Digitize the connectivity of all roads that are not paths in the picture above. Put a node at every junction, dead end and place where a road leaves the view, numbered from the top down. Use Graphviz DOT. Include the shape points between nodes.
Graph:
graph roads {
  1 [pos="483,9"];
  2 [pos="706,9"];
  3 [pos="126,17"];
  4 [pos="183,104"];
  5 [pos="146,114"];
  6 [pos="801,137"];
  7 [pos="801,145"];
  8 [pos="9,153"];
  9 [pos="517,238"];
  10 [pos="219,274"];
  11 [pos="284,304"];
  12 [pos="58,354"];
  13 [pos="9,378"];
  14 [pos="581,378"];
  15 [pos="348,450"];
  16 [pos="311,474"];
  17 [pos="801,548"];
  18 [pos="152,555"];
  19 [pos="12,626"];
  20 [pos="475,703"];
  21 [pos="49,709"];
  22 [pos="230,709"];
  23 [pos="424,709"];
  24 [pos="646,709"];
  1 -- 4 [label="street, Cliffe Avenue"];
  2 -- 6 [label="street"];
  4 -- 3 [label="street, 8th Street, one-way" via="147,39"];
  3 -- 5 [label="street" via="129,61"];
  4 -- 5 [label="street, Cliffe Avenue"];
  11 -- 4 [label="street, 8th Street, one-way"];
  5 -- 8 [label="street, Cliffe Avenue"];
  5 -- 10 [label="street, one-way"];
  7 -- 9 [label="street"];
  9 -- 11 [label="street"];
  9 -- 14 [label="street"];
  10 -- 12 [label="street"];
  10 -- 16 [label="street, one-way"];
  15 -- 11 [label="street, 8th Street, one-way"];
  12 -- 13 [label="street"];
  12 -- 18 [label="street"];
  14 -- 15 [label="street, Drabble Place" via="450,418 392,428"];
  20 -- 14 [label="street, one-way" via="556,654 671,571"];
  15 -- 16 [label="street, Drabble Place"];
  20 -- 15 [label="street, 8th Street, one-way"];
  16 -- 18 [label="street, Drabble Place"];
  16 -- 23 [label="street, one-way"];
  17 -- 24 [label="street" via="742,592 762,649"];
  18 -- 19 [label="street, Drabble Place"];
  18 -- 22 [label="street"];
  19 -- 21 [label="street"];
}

────

Exercise requirements: Give every line of the material again, exactly as it reads.

Task response:
Digitize the connectivity of all roads that are not paths in the picture above. Put a node at every junction, dead end and place where a road leaves the view, numbered from the top down. Use Graphviz DOT. Include the shape points between nodes.
Graph:
graph roads {
  1 [pos="483,9"];
  2 [pos="706,9"];
  3 [pos="126,17"];
  4 [pos="183,104"];
  5 [pos="146,114"];
  6 [pos="801,137"];
  7 [pos="801,145"];
  8 [pos="9,153"];
  9 [pos="517,238"];
  10 [pos="219,274"];
  11 [pos="284,304"];
  12 [pos="58,354"];
  13 [pos="9,378"];
  14 [pos="581,378"];
  15 [pos="348,450"];
  16 [pos="311,474"];
  17 [pos="801,548"];
  18 [pos="152,555"];
  19 [pos="12,626"];
  20 [pos="475,703"];
  21 [pos="49,709"];
  22 [pos="230,709"];
  23 [pos="424,709"];
  24 [pos="646,709"];
  1 -- 4 [label="street, Cliffe Avenue"];
  2 -- 6 [label="street"];
  4 -- 3 [label="street, 8th Street, one-way" via="147,39"];
  3 -- 5 [label="street" via="129,61"];
  4 -- 5 [label="street, Cliffe Avenue"];
  11 -- 4 [label="street, 8th Street, one-way"];
  5 -- 8 [label="street, Cliffe Avenue"];
  5 -- 10 [label="street, one-way"];
  7 -- 9 [label="street"];
  9 -- 11 [label="street"];
  9 -- 14 [label="street"];
  10 -- 12 [label="street"];
  10 -- 16 [label="street, one-way"];
  15 -- 11 [label="street, 8th Street, one-way"];
  12 -- 13 [label="street"];
  12 -- 18 [label="street"];
  14 -- 15 [label="street, Drabble Place" via="450,418 392,428"];
  20 -- 14 [label="street, one-way" via="556,654 671,571"];
  15 -- 16 [label="street, Drabble Place"];
  20 -- 15 [label="street, 8th Street, one-way"];
  16 -- 18 [label="street, Drabble Place"];
  16 -- 23 [label="street, one-way"];
  17 -- 24 [label="street" via="742,592 762,649"];
  18 -- 19 [label="street, Drabble Place"];
  18 -- 22 [label="street"];
  19 -- 21 [label="street"];
}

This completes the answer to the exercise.